Scientific classification
- Kingdom: Animalia
- Phylum: Chordata
- Class: Aves
- Order: Passeriformes
- Family: Vangidae
- Genus: Newtonia
- Species: N. amphichroa
- Binomial name: Newtonia amphichroa Reichenow, 1891

= Dark newtonia =

- Genus: Newtonia (bird)
- Species: amphichroa
- Authority: Reichenow, 1891
- Conservation status: LC

Species of bird

The dark newtonia (Newtonia amphichroa) is a species of bird in the family Vangidae.
It is endemic to northeastern Madagascar.
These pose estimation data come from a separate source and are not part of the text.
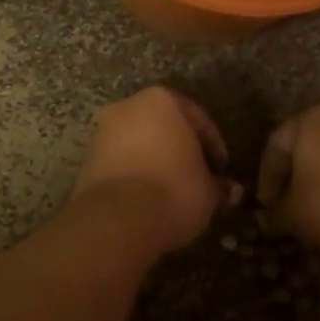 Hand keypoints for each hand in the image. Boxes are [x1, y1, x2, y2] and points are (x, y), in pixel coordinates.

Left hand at [72, 87, 239, 253]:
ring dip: (156, 159)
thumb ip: (219, 186)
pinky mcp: (87, 157)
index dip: (214, 145)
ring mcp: (103, 130)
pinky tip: (147, 196)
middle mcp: (129, 106)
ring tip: (172, 188)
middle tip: (197, 174)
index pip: (198, 118)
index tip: (221, 168)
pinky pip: (120, 159)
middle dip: (181, 148)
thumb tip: (233, 191)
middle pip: (164, 125)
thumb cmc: (173, 191)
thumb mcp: (208, 192)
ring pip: (139, 141)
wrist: (116, 219)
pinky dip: (135, 172)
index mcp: (163, 100)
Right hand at [258, 105, 319, 251]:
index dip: (267, 178)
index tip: (266, 206)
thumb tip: (272, 218)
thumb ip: (276, 213)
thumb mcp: (292, 215)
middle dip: (296, 178)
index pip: (276, 146)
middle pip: (307, 148)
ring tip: (317, 212)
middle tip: (289, 205)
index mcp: (309, 120) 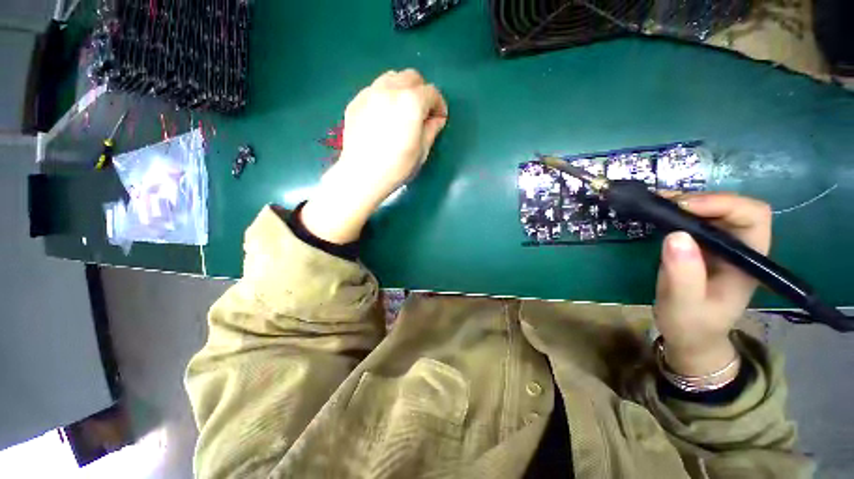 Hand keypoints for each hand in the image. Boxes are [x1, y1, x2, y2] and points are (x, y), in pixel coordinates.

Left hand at [301, 69, 447, 243]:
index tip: (439, 118)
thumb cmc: (397, 167)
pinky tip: (383, 117)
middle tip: (421, 112)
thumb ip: (432, 129)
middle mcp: (390, 89)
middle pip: (411, 77)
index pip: (432, 92)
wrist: (362, 175)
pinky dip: (384, 97)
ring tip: (401, 111)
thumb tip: (437, 118)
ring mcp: (370, 93)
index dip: (439, 105)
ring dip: (402, 89)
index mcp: (411, 102)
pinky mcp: (356, 101)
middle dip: (421, 92)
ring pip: (391, 78)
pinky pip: (375, 90)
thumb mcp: (422, 151)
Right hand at [654, 193, 771, 375]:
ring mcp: (720, 245)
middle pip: (732, 206)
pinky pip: (693, 219)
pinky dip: (674, 211)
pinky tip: (656, 212)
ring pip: (711, 209)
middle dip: (699, 199)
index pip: (752, 216)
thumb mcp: (684, 304)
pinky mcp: (701, 246)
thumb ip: (684, 275)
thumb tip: (675, 235)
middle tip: (662, 202)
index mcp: (748, 260)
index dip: (722, 204)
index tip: (682, 208)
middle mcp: (739, 246)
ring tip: (654, 203)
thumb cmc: (691, 324)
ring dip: (684, 202)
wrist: (689, 335) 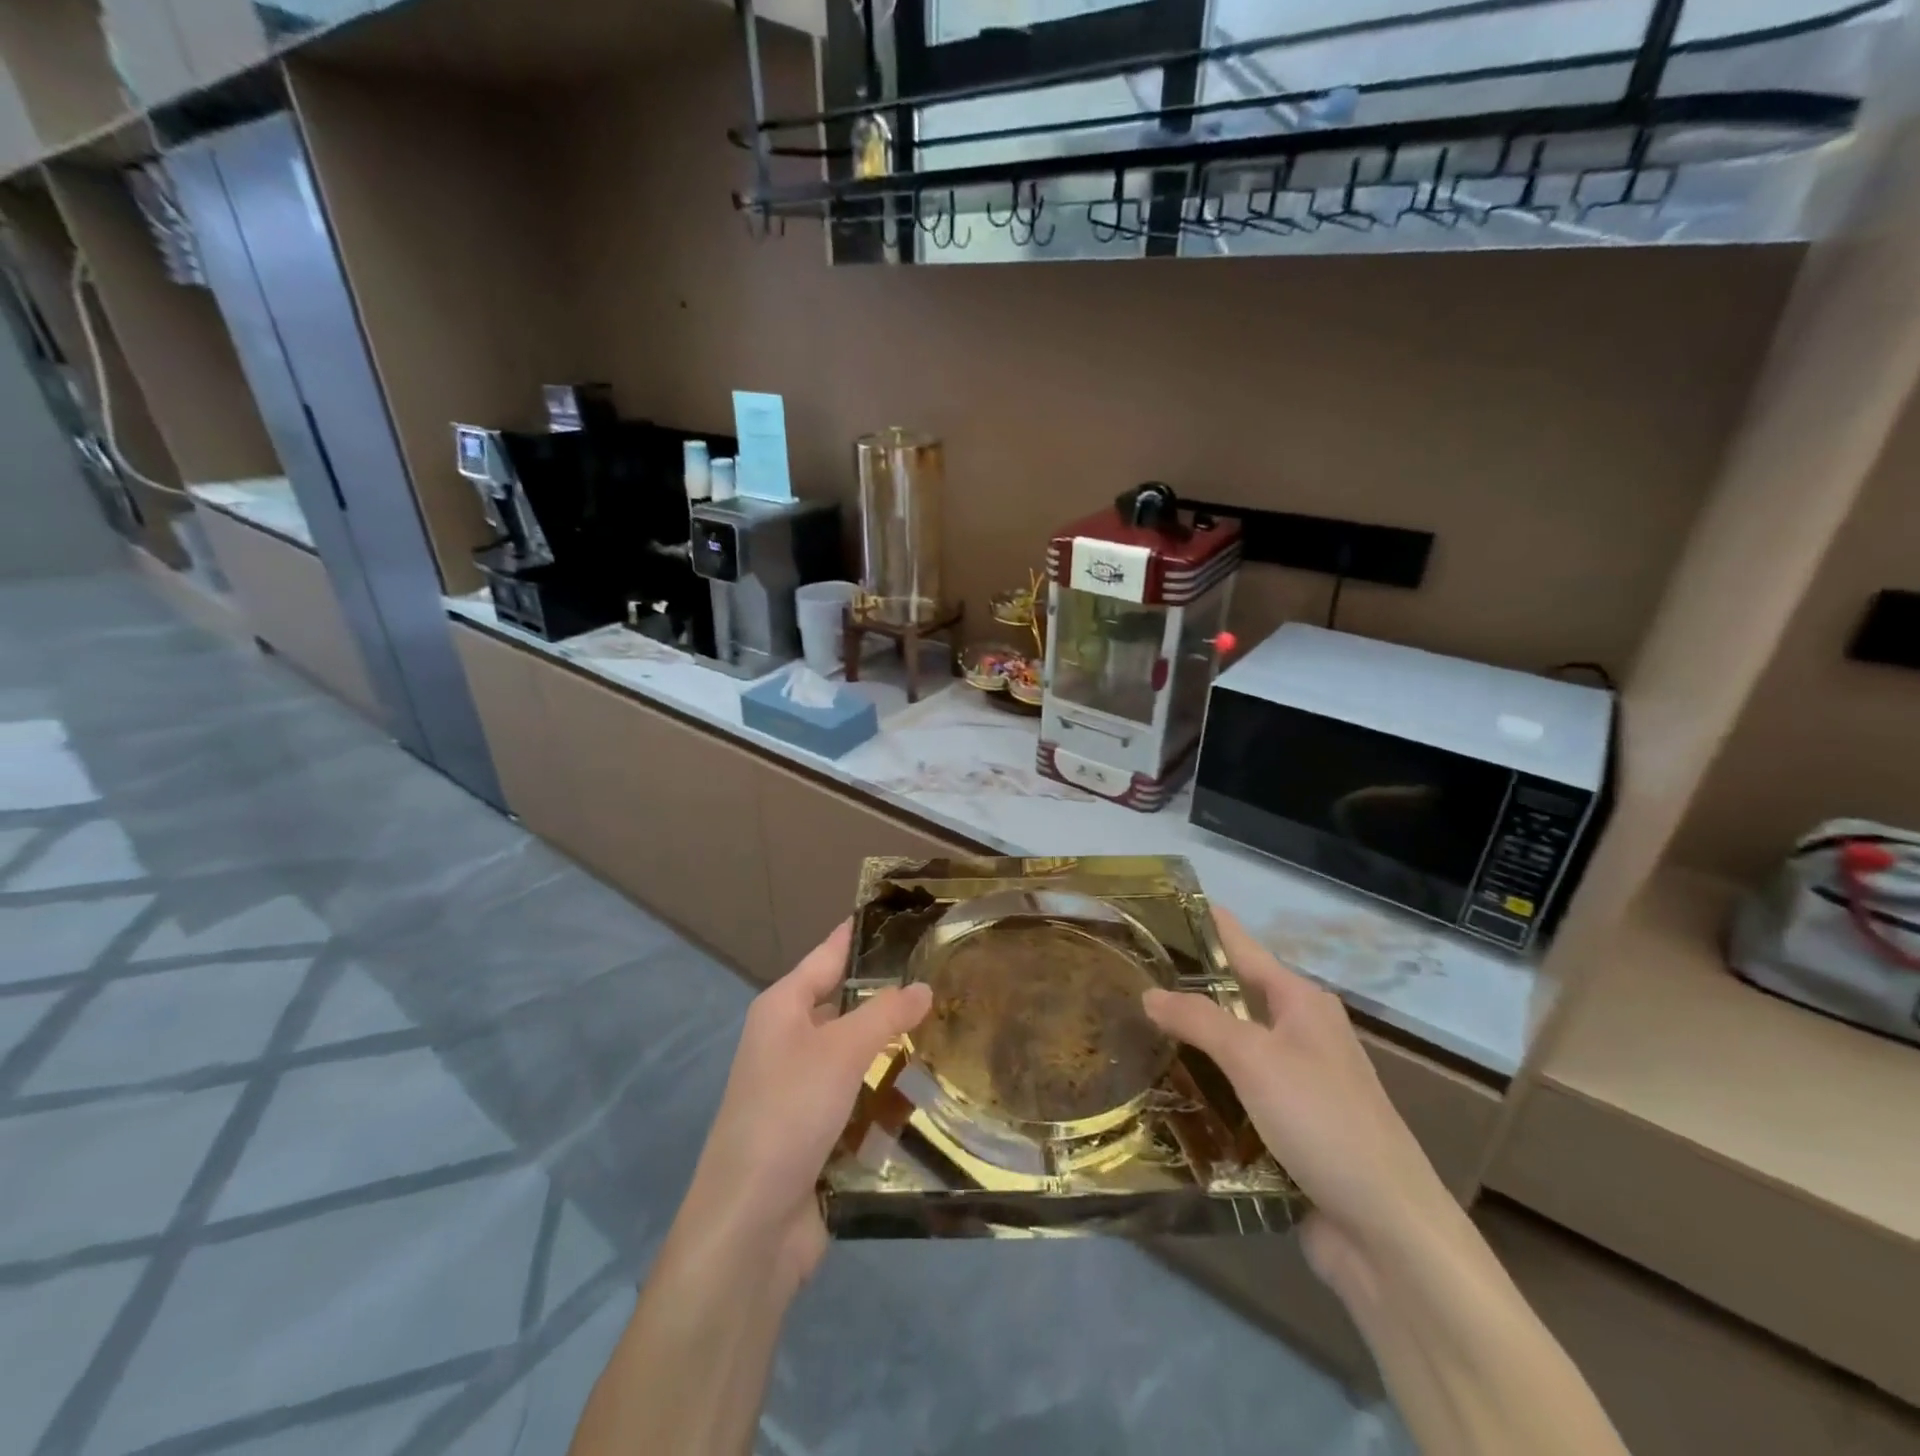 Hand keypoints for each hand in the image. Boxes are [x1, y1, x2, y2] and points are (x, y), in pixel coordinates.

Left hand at [679, 921, 931, 1292]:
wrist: (751, 1225)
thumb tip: (923, 988)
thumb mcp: (839, 1052)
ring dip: (896, 1049)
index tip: (902, 914)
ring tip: (955, 1028)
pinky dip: (891, 1094)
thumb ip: (884, 1014)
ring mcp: (804, 1090)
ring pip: (860, 1055)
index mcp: (782, 1008)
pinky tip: (933, 1089)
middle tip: (949, 976)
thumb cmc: (788, 1114)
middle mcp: (790, 1041)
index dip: (861, 934)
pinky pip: (863, 1099)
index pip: (828, 955)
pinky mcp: (820, 1132)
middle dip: (892, 996)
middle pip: (847, 1006)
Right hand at [1142, 907, 1458, 1297]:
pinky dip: (1203, 1087)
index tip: (1155, 907)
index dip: (1203, 924)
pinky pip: (1234, 1092)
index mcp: (1301, 1001)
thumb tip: (1149, 992)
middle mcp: (1300, 1032)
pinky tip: (1161, 1088)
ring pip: (1230, 1047)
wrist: (1387, 1232)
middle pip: (1233, 997)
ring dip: (1189, 1041)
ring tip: (1129, 1027)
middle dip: (1184, 986)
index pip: (1242, 946)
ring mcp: (1295, 1082)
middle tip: (1125, 974)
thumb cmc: (1323, 1122)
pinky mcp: (1287, 1126)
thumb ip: (1199, 1019)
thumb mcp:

Its natural habitat is subtropical or tropical moist lowland forests.

==Taxonomy==
The dark newtonia was formally described in 1891 by the German ornithologist Anton Reichenow under the current binomial name Newtonia amphichroa based on a specimen collected in southern Madagascar. The specific epithet combines the Ancient Greek αμφι/amphi meaning "on all sides" with χροα/khroa, χροας/khroas meaning "appearance" or "colour".

Two subspecies are recognised:

- N. a. amphichroa Reichenow, 1891 – montane north Madagascar
- N. a. lavarambo Goodman, Younger, Raherilalao & Reddy, 2018 – montane south Madagascar

The subspecies N. a. lavarambo was described in 2018 as a full species, but is currently treated as a subspecies of the dark newtonia by taxonomic authorities.